Dataset entries
*** Begin section ***

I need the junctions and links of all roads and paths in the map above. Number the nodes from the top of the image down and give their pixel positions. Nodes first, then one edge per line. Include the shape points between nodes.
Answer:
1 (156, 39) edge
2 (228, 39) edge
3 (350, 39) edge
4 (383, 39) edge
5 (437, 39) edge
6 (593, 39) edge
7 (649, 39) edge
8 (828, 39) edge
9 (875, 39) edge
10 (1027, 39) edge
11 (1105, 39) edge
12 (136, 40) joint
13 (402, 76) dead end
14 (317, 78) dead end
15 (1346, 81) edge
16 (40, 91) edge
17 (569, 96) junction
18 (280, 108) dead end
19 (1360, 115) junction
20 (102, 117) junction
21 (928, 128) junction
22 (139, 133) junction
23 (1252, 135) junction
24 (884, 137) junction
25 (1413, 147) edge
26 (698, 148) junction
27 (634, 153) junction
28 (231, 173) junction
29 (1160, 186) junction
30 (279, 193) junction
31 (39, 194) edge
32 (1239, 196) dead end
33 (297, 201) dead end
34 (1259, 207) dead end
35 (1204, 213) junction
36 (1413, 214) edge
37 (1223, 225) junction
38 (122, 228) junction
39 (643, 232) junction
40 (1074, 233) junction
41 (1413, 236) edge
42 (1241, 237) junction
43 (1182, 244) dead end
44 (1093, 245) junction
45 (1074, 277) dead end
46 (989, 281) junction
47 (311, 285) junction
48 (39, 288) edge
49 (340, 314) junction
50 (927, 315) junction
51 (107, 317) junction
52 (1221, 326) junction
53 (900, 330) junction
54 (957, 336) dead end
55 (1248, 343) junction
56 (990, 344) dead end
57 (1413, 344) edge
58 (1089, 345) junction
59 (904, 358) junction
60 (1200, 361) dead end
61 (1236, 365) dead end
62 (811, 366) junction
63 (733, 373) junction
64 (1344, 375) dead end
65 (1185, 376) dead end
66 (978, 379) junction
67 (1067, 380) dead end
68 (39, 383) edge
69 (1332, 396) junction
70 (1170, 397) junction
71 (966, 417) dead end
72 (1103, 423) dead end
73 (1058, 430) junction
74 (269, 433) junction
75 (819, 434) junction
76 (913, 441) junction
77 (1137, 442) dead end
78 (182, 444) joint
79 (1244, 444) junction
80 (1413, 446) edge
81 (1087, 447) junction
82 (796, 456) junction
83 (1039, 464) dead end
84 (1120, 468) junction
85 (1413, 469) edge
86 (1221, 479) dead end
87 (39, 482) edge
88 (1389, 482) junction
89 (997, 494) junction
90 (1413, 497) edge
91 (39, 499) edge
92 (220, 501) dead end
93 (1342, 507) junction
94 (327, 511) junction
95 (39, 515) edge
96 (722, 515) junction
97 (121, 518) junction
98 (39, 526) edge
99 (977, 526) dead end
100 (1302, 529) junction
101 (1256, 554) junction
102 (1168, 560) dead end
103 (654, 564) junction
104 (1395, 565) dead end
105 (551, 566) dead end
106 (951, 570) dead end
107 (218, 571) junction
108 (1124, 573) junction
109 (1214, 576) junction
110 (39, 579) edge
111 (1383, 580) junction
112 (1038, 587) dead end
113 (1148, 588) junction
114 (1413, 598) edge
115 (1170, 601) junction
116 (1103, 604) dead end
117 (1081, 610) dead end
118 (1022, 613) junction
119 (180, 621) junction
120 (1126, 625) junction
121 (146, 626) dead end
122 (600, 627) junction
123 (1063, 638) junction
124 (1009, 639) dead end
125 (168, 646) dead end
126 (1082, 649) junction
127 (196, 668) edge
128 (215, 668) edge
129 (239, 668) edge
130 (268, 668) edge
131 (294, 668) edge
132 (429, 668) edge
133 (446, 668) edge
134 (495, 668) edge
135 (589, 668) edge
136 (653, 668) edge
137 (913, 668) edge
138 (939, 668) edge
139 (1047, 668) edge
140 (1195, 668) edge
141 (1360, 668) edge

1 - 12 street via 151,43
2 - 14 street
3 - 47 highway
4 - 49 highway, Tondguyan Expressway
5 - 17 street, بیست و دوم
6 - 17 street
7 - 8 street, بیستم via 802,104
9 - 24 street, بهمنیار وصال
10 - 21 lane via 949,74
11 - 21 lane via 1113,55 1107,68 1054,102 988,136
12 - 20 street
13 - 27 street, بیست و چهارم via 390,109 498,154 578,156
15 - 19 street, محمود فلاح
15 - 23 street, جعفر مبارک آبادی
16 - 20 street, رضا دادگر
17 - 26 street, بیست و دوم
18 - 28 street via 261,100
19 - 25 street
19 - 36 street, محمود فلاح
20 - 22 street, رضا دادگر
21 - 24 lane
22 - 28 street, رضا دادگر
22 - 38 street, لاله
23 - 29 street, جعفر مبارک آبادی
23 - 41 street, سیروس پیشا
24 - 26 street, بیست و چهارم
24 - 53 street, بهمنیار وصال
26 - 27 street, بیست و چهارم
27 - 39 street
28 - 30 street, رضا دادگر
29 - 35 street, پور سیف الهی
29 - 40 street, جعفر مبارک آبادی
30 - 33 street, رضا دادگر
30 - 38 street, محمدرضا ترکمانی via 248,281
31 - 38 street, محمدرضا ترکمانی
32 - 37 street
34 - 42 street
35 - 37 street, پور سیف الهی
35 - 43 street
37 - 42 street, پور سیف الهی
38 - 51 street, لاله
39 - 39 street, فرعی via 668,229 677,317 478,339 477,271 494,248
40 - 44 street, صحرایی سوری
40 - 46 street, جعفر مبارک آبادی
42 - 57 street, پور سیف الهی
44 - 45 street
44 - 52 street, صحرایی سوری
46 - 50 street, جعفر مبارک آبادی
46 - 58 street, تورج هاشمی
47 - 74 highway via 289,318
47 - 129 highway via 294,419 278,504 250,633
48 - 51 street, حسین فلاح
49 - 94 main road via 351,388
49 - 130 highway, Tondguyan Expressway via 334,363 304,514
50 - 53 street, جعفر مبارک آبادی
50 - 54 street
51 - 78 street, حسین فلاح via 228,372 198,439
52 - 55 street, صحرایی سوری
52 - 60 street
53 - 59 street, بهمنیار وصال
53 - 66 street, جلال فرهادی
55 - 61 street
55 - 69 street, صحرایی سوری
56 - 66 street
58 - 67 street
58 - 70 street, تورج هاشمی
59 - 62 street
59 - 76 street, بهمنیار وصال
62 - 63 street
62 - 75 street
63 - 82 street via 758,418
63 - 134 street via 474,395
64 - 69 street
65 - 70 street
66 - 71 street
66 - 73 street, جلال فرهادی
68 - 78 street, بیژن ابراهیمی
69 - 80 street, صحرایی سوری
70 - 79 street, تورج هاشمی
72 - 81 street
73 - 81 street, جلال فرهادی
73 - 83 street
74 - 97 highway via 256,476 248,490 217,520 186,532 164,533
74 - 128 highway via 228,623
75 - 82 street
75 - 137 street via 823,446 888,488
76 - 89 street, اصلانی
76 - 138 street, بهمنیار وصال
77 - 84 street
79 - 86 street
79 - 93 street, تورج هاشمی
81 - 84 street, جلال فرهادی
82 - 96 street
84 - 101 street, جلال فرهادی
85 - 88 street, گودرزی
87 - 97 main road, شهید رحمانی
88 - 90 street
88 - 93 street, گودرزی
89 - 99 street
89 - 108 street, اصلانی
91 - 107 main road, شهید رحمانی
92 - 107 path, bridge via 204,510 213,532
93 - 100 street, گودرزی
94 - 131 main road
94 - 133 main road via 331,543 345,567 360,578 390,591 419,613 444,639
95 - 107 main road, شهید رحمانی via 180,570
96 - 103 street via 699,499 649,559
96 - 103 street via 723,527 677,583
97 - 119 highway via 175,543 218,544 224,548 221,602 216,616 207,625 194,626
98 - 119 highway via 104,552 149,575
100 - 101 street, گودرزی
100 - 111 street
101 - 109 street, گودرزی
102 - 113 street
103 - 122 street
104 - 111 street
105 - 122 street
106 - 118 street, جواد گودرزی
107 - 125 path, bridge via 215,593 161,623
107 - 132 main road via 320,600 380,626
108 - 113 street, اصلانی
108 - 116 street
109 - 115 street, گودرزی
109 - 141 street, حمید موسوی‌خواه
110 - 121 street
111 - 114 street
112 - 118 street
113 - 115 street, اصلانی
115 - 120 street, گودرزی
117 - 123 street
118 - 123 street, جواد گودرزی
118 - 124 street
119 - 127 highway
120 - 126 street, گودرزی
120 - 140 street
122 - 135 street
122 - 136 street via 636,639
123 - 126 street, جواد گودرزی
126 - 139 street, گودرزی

*** End section ***

:: Work task ::
What lines in the entries contain "سوری"? Report each one by copying it.

:: Solution ::
40 - 44 street, صحرایی سوری
44 - 52 street, صحرایی سوری
52 - 55 street, صحرایی سوری
55 - 69 street, صحرایی سوری
69 - 80 street, صحرایی سوری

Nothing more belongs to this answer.